Exercise goal
Omit all pictures and transcribe only the lines in the entries below that run from the line with "Build a routing" through the line with "I need the junctions".
(Beginning of Data for processing)
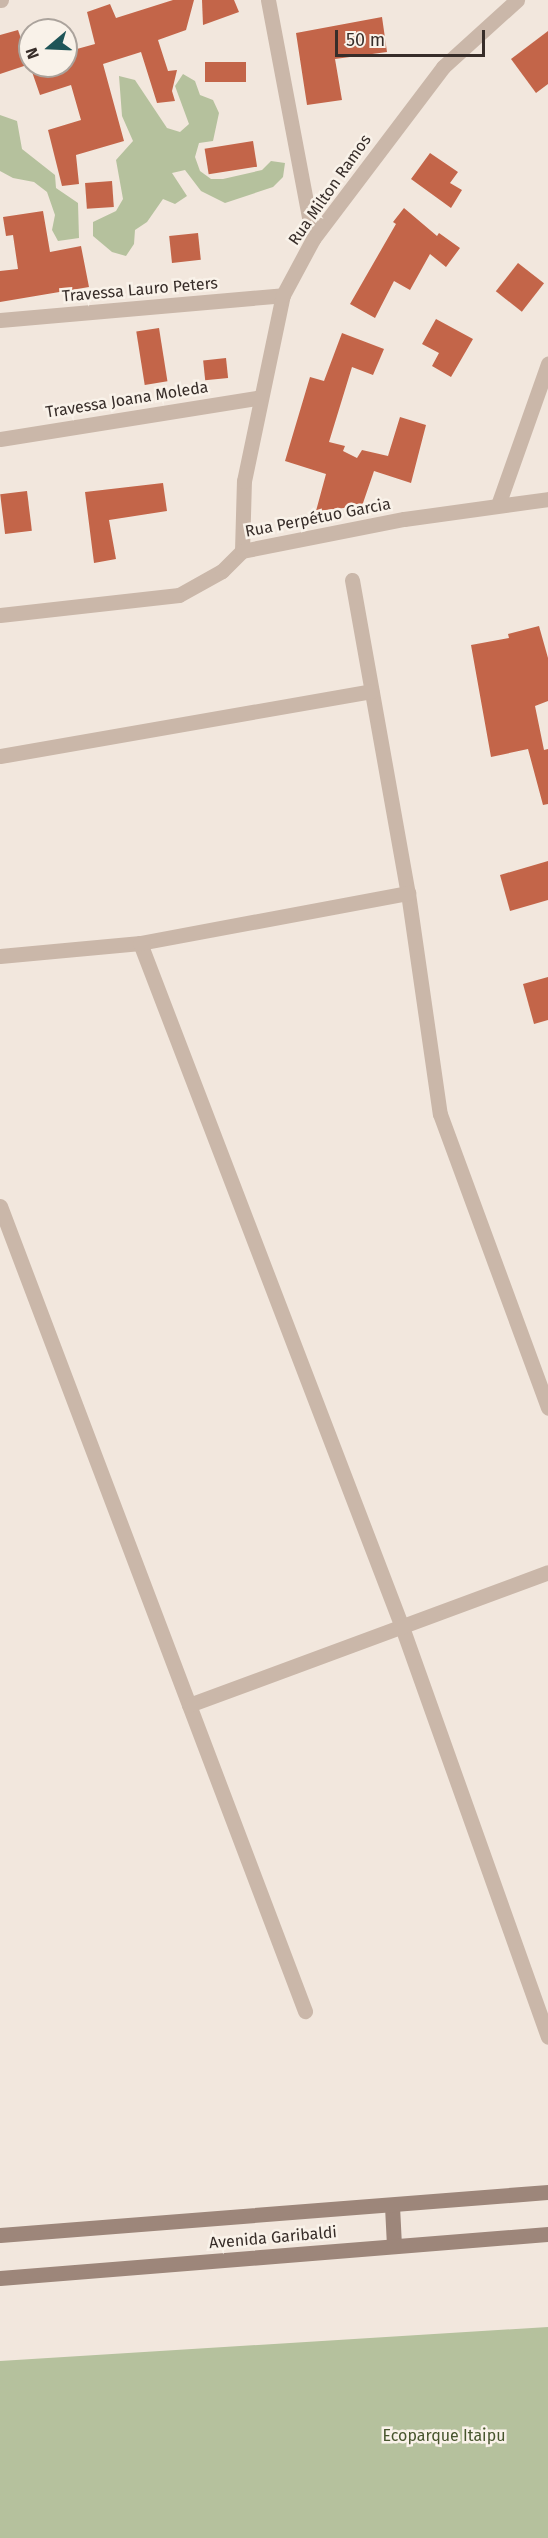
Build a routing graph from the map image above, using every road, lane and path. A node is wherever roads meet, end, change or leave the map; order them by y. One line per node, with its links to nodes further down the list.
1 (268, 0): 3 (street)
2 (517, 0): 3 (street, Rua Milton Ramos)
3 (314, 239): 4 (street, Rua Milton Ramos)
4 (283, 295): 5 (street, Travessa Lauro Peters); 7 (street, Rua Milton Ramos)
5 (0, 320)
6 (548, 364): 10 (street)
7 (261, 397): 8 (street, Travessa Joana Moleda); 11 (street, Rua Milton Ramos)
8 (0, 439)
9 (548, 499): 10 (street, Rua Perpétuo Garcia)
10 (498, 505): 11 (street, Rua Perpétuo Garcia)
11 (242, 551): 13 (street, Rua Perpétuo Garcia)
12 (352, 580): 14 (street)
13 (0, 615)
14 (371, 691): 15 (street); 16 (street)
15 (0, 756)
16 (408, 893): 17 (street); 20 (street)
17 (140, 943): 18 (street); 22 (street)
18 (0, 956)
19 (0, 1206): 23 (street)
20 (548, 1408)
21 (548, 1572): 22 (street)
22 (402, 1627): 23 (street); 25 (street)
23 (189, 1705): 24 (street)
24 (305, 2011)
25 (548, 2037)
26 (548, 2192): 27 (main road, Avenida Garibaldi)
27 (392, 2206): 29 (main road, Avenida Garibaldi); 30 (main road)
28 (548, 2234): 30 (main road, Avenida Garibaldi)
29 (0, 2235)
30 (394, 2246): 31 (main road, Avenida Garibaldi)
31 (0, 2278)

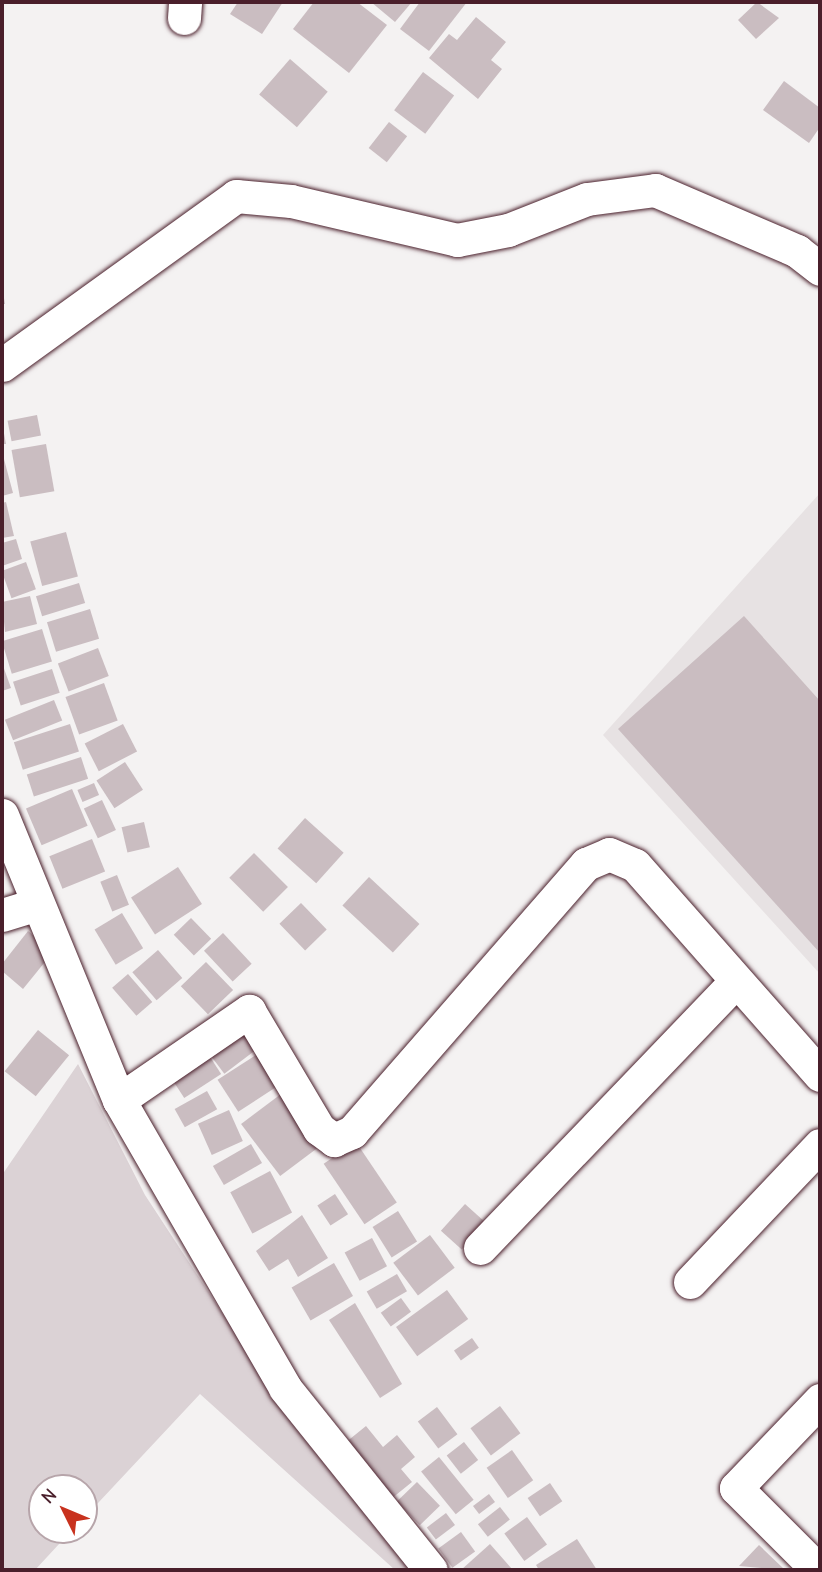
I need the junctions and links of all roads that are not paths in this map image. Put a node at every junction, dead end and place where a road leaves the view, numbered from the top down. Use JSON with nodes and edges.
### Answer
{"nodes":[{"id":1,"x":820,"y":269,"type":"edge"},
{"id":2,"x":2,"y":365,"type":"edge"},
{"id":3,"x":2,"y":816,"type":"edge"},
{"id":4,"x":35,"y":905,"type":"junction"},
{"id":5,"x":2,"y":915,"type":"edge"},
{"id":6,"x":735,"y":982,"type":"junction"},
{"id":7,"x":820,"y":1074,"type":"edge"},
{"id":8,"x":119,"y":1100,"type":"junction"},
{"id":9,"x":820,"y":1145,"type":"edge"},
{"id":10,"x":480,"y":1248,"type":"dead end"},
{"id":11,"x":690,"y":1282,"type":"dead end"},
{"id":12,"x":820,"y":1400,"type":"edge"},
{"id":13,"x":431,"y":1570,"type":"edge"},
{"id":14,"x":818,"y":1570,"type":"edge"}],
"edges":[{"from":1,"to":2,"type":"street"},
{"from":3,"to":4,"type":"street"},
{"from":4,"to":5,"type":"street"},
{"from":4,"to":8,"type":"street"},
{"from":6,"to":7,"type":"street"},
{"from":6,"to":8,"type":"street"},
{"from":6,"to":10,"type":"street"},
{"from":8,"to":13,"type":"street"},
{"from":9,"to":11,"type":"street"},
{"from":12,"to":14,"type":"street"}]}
(End of Data for processing)
(Beginning of Data for processing)
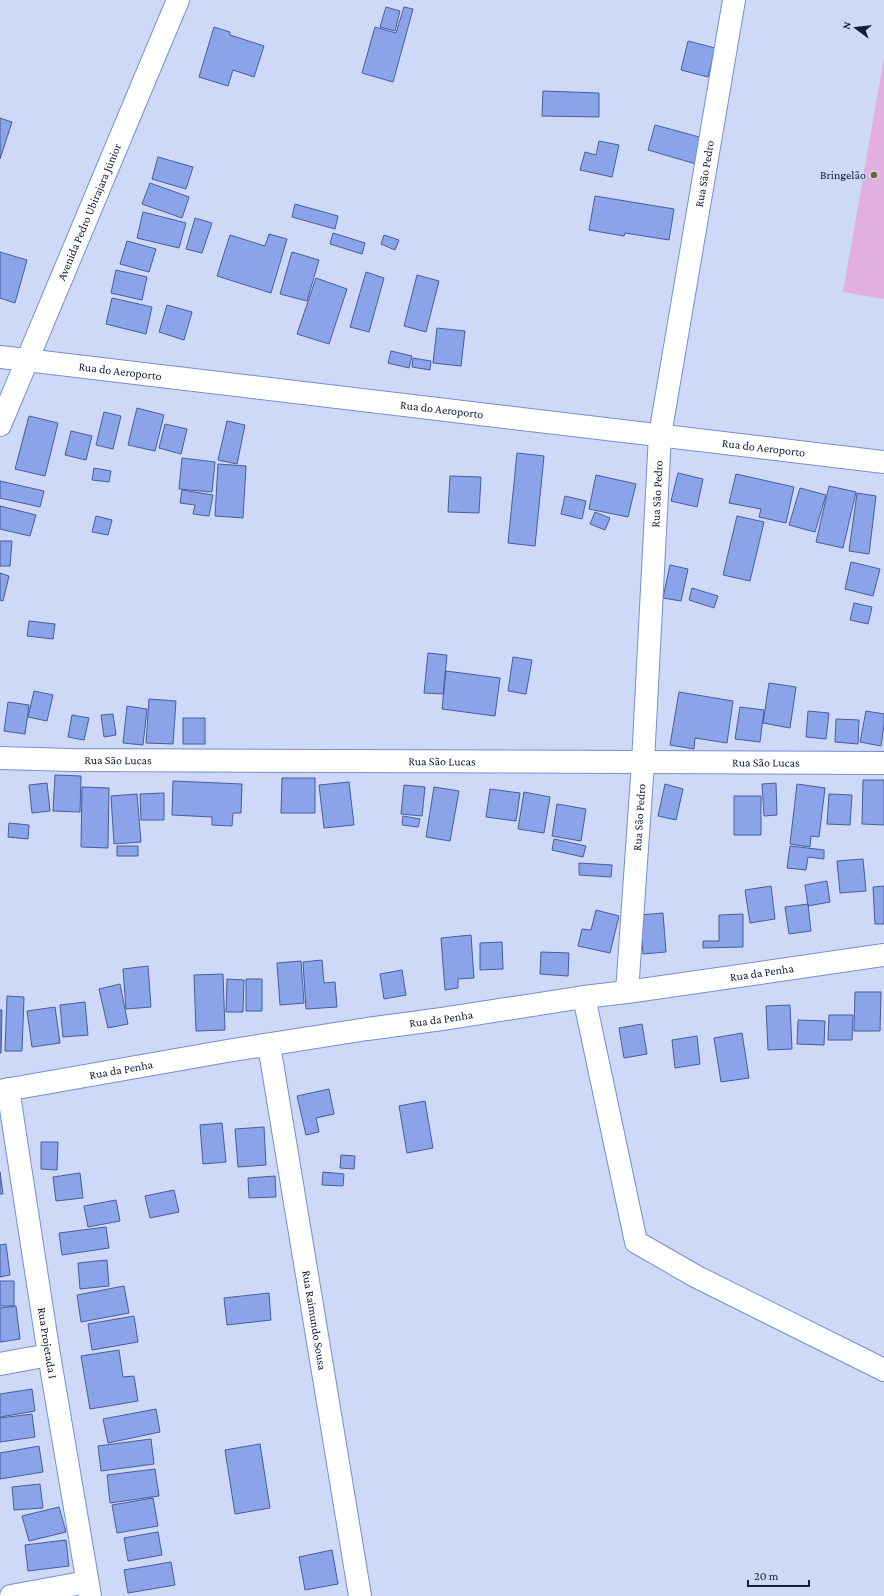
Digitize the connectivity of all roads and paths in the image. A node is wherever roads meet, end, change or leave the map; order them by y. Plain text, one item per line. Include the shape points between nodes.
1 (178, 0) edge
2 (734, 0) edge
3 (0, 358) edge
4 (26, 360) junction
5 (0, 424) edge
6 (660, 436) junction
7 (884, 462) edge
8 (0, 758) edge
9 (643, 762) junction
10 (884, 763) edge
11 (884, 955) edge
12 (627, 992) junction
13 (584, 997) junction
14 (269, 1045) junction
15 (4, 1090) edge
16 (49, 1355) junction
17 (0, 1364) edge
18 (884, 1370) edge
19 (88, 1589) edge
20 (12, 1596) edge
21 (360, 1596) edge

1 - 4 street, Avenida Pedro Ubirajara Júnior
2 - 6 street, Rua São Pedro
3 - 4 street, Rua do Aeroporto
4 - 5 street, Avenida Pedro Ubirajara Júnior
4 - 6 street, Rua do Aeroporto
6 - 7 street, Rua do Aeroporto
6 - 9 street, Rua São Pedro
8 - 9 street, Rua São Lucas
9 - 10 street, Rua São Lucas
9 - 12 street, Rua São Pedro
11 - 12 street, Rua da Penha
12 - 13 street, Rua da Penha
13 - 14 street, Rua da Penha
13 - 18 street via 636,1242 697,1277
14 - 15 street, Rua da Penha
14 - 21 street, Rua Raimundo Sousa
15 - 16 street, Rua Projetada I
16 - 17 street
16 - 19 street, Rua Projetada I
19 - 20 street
(End of Data for processing)
Expected answer
Build a routing graph from the map image above, using every road, lane and path. A node is wherever roads meet, end, change or leave the map; order them by y. One line per node, with its links to nodes further down the list.
1 (268, 0): 3 (street)
2 (517, 0): 3 (street, Rua Milton Ramos)
3 (314, 239): 4 (street, Rua Milton Ramos)
4 (283, 295): 5 (street, Travessa Lauro Peters); 7 (street, Rua Milton Ramos)
5 (0, 320)
6 (548, 364): 10 (street)
7 (261, 397): 8 (street, Travessa Joana Moleda); 11 (street, Rua Milton Ramos)
8 (0, 439)
9 (548, 499): 10 (street, Rua Perpétuo Garcia)
10 (498, 505): 11 (street, Rua Perpétuo Garcia)
11 (242, 551): 13 (street, Rua Perpétuo Garcia)
12 (352, 580): 14 (street)
13 (0, 615)
14 (371, 691): 15 (street); 16 (street)
15 (0, 756)
16 (408, 893): 17 (street); 20 (street)
17 (140, 943): 18 (street); 22 (street)
18 (0, 956)
19 (0, 1206): 23 (street)
20 (548, 1408)
21 (548, 1572): 22 (street)
22 (402, 1627): 23 (street); 25 (street)
23 (189, 1705): 24 (street)
24 (305, 2011)
25 (548, 2037)
26 (548, 2192): 27 (main road, Avenida Garibaldi)
27 (392, 2206): 29 (main road, Avenida Garibaldi); 30 (main road)
28 (548, 2234): 30 (main road, Avenida Garibaldi)
29 (0, 2235)
30 (394, 2246): 31 (main road, Avenida Garibaldi)
31 (0, 2278)

I need the junctions and links of all roads that are not paths in this map image. Put a node at every junction, dead end and place where a road leaves the view, numbered from the top down. Use JSON with nodes and edges.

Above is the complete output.